I’ve just been making some changes to an article on genre and contemporary music culture that I’ve been writing for a special issue. In my revisions I was asked to link my arguments to Pierre Bourdieu. So, trying to be diligent, I got his classic book Distinction out of the library. It’s a book I’ve read bits of before but I don’t own a copy. When I got to the library I found that there was one copy available and that it was from 1984. It’s great when this happens. It makes me think of Walter Benjamin’s essay Unpacking My Library. These books are marked with their history of use, they have their own unique aura etched upon them.
Reading them makes you feel like you are a part of this history of students and researchers. The books themselves feel far more ancient than their years, with scars, discolouration and even a bit of a musty smell. In this copy there are also lots of little notes in the margins and marked paragraphs left over the years by different visitors. Usually the notes are in pencil.
In this copy someone had even gone to the trouble of adding colour page markers. I’m not sure how long these have been there, or even what they are marking out, but someone clearly wanted to impose their own filling system on the book.

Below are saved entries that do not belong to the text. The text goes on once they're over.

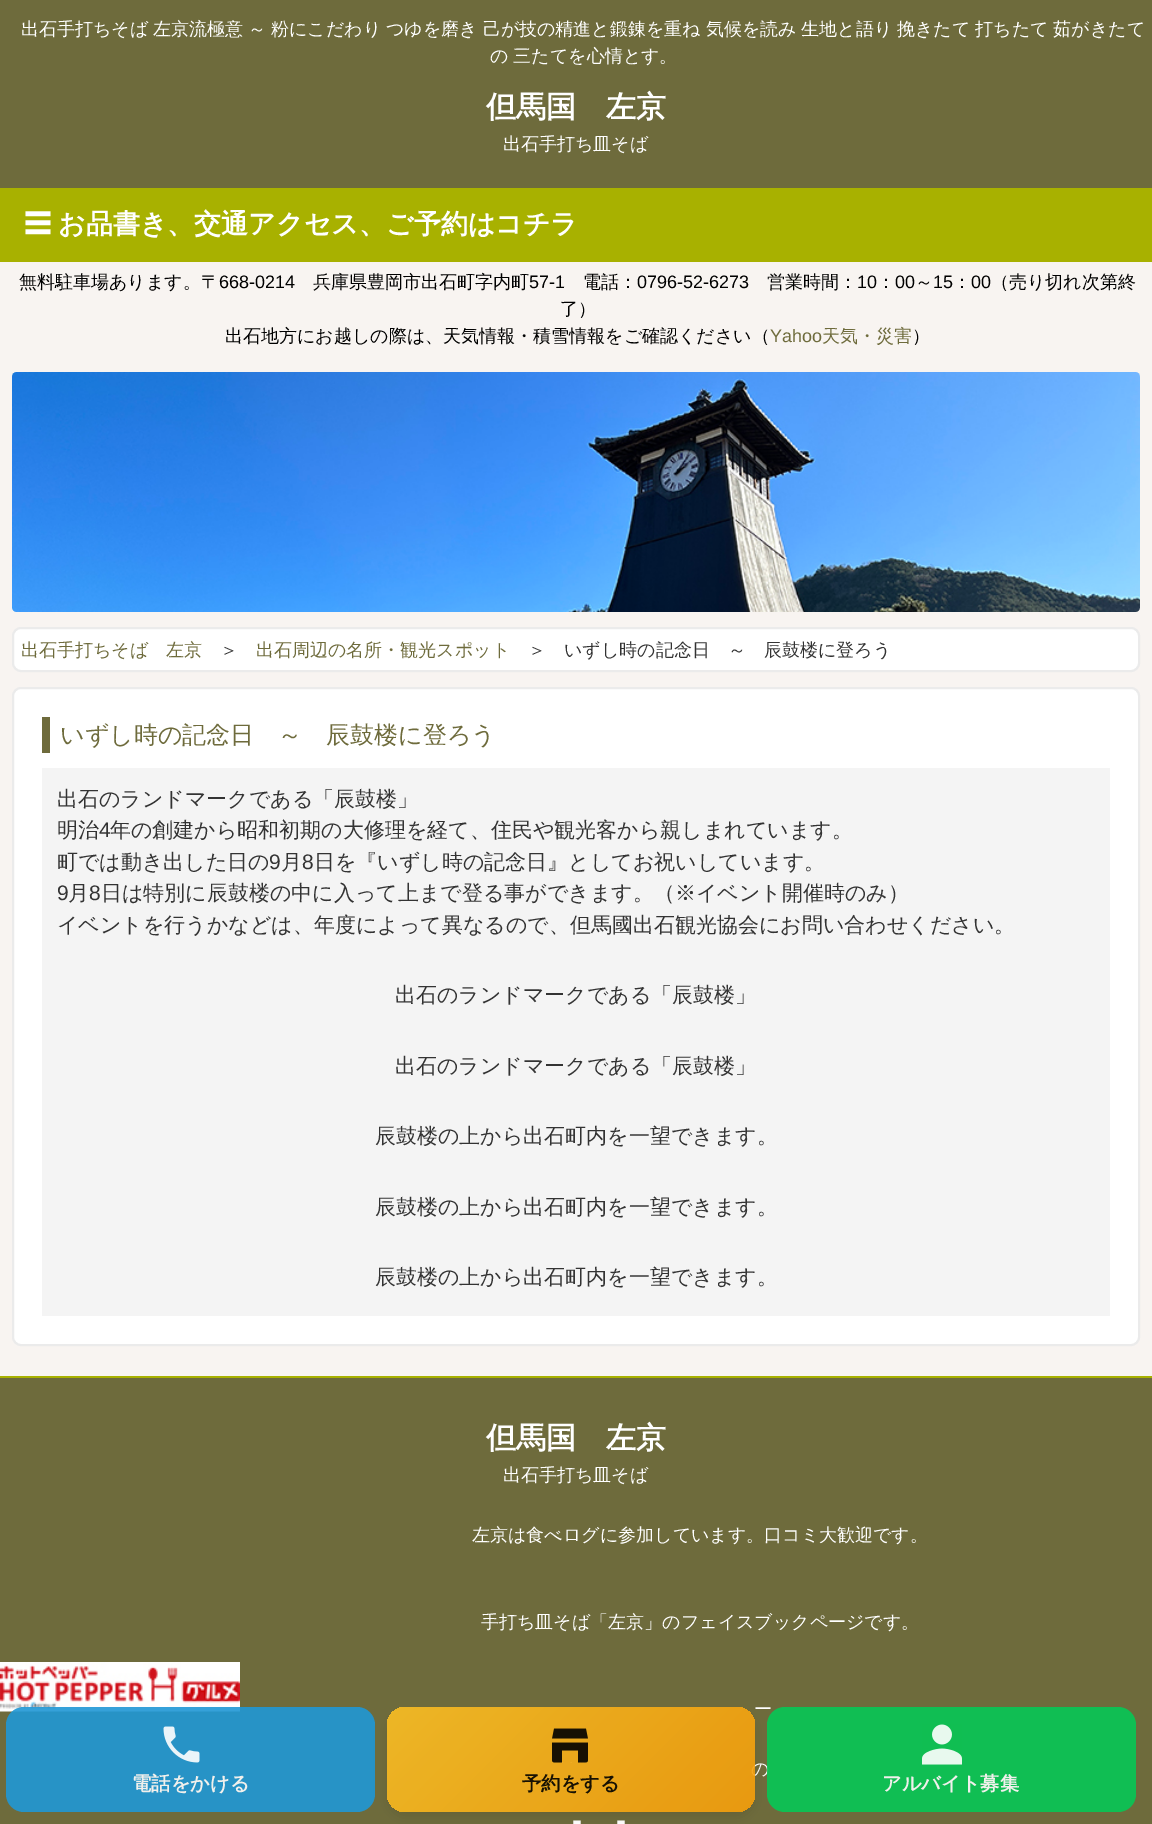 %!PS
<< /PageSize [1152 1824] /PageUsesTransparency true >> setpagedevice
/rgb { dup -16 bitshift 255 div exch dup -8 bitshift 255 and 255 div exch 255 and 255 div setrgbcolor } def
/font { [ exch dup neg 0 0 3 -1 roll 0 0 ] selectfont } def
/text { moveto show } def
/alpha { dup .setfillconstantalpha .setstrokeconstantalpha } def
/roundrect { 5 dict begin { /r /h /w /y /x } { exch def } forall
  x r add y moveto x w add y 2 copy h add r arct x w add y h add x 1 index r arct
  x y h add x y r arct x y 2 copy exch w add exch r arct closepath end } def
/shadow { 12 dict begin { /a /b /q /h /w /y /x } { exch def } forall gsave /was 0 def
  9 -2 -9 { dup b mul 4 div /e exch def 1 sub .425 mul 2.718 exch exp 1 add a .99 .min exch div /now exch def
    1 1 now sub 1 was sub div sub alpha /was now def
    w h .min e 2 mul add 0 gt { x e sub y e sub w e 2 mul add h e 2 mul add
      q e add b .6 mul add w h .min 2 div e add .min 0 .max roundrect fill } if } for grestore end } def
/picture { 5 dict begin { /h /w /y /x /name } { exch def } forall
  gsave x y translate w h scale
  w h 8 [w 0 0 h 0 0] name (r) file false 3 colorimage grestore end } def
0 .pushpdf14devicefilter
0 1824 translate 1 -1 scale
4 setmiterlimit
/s1 { /WenQuanYiZenHei-Bold 30 font 16#FFFFFF rgb } def
/s2 { /WenQuanYiZenHei-Medium 18 font 16#FFFFFF rgb } def
/s3 { /WenQuanYiZenHei-Medium 18 font 16#000000 rgb } def
/s4 { /LiberationSans-Regular 18 font 16#000000 rgb } def
/s5 { /LiberationSans-Regular 18 font 16#6E6B3C rgb } def
/s6 { /WenQuanYiZenHei-Medium 18 font 16#6E6B3C rgb } def
/s7 { /WenQuanYiZenHei-Medium 18 font 16#333333 rgb } def
/s8 { /WenQuanYiZenHei-Medium 24 font 16#6E6B3C rgb } def
/s9 { /WenQuanYiZenHei-Medium 21 font 16#333333 rgb } def
/s10 { /LiberationSans-Regular 21 font 16#333333 rgb } def
/s11 { /LiberationSans-Bold 30 font 16#FFFFFF rgb } def
/s12 { /WenQuanYiZenHei-Bold 19.25 font 16#F1F0EC rgb } def
/s13 { /WenQuanYiZenHei-Bold 19.25 font 16#171103 rgb } def
16#F8F4F1 rgb
0 0 1152 1824 rectfill
16#6E6B3C rgb
0 0 1152 188 rectfill
16#A8B100 rgb
0 188 1152 74 rectfill
/WenQuanYiZenHei-Medium 18 font
16#FFFFFF rgb
21 35 moveto -0.5 0 32 (出石手打ちそば 左京流極意 ～ 粉にこだわり つゆを磨き 己が技の精進と鍛錬を重ね 気候を読み 生地と語り 挽きたて 打ちたて 茹がきたて) widthshow
490 62 moveto -0.5 0 32 (の 三たてを心情とす。) widthshow
s1
(但馬国　左京) 486 117 text
s2
(出石手打ち皿そば) 503 150 text
/WenQuanYiZenHei-Bold 27 font
24 233 moveto -1 0 32 (☰ お品書き、交通アクセス、ご予約はコチラ) widthshow
s3
(無料駐車場あります。〒) 19 288 text
s4
(668-0214) 219 288 text
s3
(兵庫県豊岡市出石町字内町) 313 288 text
s4
(57-1) 529 288 text
s3
(電話：) 583 288 text
s4
(0796-52-6273) 637 288 text
s3
(営業時間：) 767 288 text
s4
(10) 857 288 text
s3
(：) 877 288 text
s4
(00) 895 288 text
s3
(～) 915 288 text
s4
(15) 933 288 text
s3
(：) 953 288 text
s4
(00) 971 288 text
s3
(（売り切れ次第終) 991 288 text
(了）) 560 315 text
(出石地方にお越しの際は、天気情報・積雪情報をご確認ください（) 225 342 text
s5
(Yahoo) 770 342 text
s6
(天気・災害) 822 342 text
s3
(）) 912 342 text
(pic1.raw) 12 372 1128 240 picture
16#FFFFFF rgb
13 628 1126 43 8 roundrect gsave fill grestore
16#EBEBEB rgb
2 setlinewidth
stroke
s6
(出石手打ちそば　左京) 21 656 text
s7
(＞) 220 656 text
s6
(出石周辺の名所・観光スポット) 256 656 text
s7
(＞　いずし時の記念日　～　辰鼓楼に登ろう) 528 656 text
16#FFFFFF rgb
13 688 1126 657 8 roundrect gsave fill grestore
16#EBEBEB rgb
stroke
16#6E6B3C rgb
42 717 8 36 rectfill
s8
(いずし時の記念日　～　辰鼓楼に登ろう) 60 743 text
16#F4F4F4 rgb
42 768 1068 548 rectfill
s9
(出石のランドマークである「辰鼓楼」) 57 806 text
(明治) 57 837 text
s10
(4) 99 837 text
s9
(年の創建から昭和初期の大修理を経て、住民や観光客から親しまれています。) 110 837 text
(町では動き出した日の) 57 869 text
s10
(9) 269 869 text
s9
(月) 281 869 text
s10
(8) 302 869 text
s9
(日を『いずし時の記念日』としてお祝いしています。) 314 869 text
s10
(9) 57 900 text
s9
(月) 68 900 text
s10
(8) 89 900 text
s9
(日は特別に辰鼓楼の中に入って上まで登る事ができます。（※イベント開催時のみ）) 101 900 text
(イベントを行うかなどは、年度によって異なるので、但馬國出石観光協会にお問い合わせください。) 57 932 text
(出石のランドマークである「辰鼓楼」) 395 1002 text
(出石のランドマークである「辰鼓楼」) 395 1073 text
(辰鼓楼の上から出石町内を一望できます。) 375 1143 text
(辰鼓楼の上から出石町内を一望できます。) 375 1214 text
(辰鼓楼の上から出石町内を一望できます。) 375 1284 text
16#6E6B3C rgb
0 1378 1152 446 rectfill
16#A8B100 rgb
0 1376 1152 2 rectfill
s1
(但馬国　左京) 486 1448 text
s2
(出石手打ち皿そば) 503 1481 text
(左京は食べログに参加しています。口コミ大歓迎です。) 472 1541 text
(手打ち皿そば「左京」のフェイスブックページです。) 481 1628 text
(pic2.raw) 0 1662 240 50 picture
(ー) 754 1715 text
(の) 751 1775 text
s11
(-) 572 1830 text
(-) 616 1830 text
0.9 alpha
16#1F97D5 rgb
6 1707 369 105 18 roundrect fill
1 alpha
(pic3.raw) 163 1726 37 37 picture
s12
(電話をかける) 132 1790 text
gsave
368 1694 moveto 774 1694 lineto 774 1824 lineto 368 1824 lineto closepath 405 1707 moveto 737 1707 lineto 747 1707 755 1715 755 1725 curveto 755 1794 lineto 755 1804 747 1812 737 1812 curveto 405 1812 lineto 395 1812 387 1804 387 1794 curveto 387 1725 lineto 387 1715 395 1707 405 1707 curveto closepath eoclip newpath
16#000000 rgb
387 1713 368 105 18 6 0.09 shadow
grestore
0.9 alpha
gsave 387 1707 368 105 18 roundrect clip newpath
<< /ShadingType 2 /ColorSpace /DeviceRGB /Coords [453 1641 689 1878] /Extend [true true] /Function << /FunctionType 2 /Domain [0 1] /C0 [0.984 0.749 0.141] /C1 [0.961 0.62 0.043] /N 1 >> >> shfill grestore
1 alpha
(pic4.raw) 552 1728 36 35 picture
s13
(予約をする) 522 1790 text
0.9 alpha
16#06C755 rgb
767 1707 369 105 18 roundrect fill
1 alpha
(pic5.raw) 922 1724 40 41 picture
s12
(アルバイト募集) 882 1790 text
.poppdf14devicefilter showpage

There is something authentic about old library books like this. They make you feel like a genuine researcher (even when they are mainstream books like distinction). So perhaps there is something to be said for Benjamin’s ideas, maybe these objects do allow us to see into their past and maybe they do communicate a sort of auratic set of properties (even if they are a mass reproduced copy). My notes then, written on the back of the library slip not on the book are part of a history of work. This is felt more strongly because of the materiality of this old library book.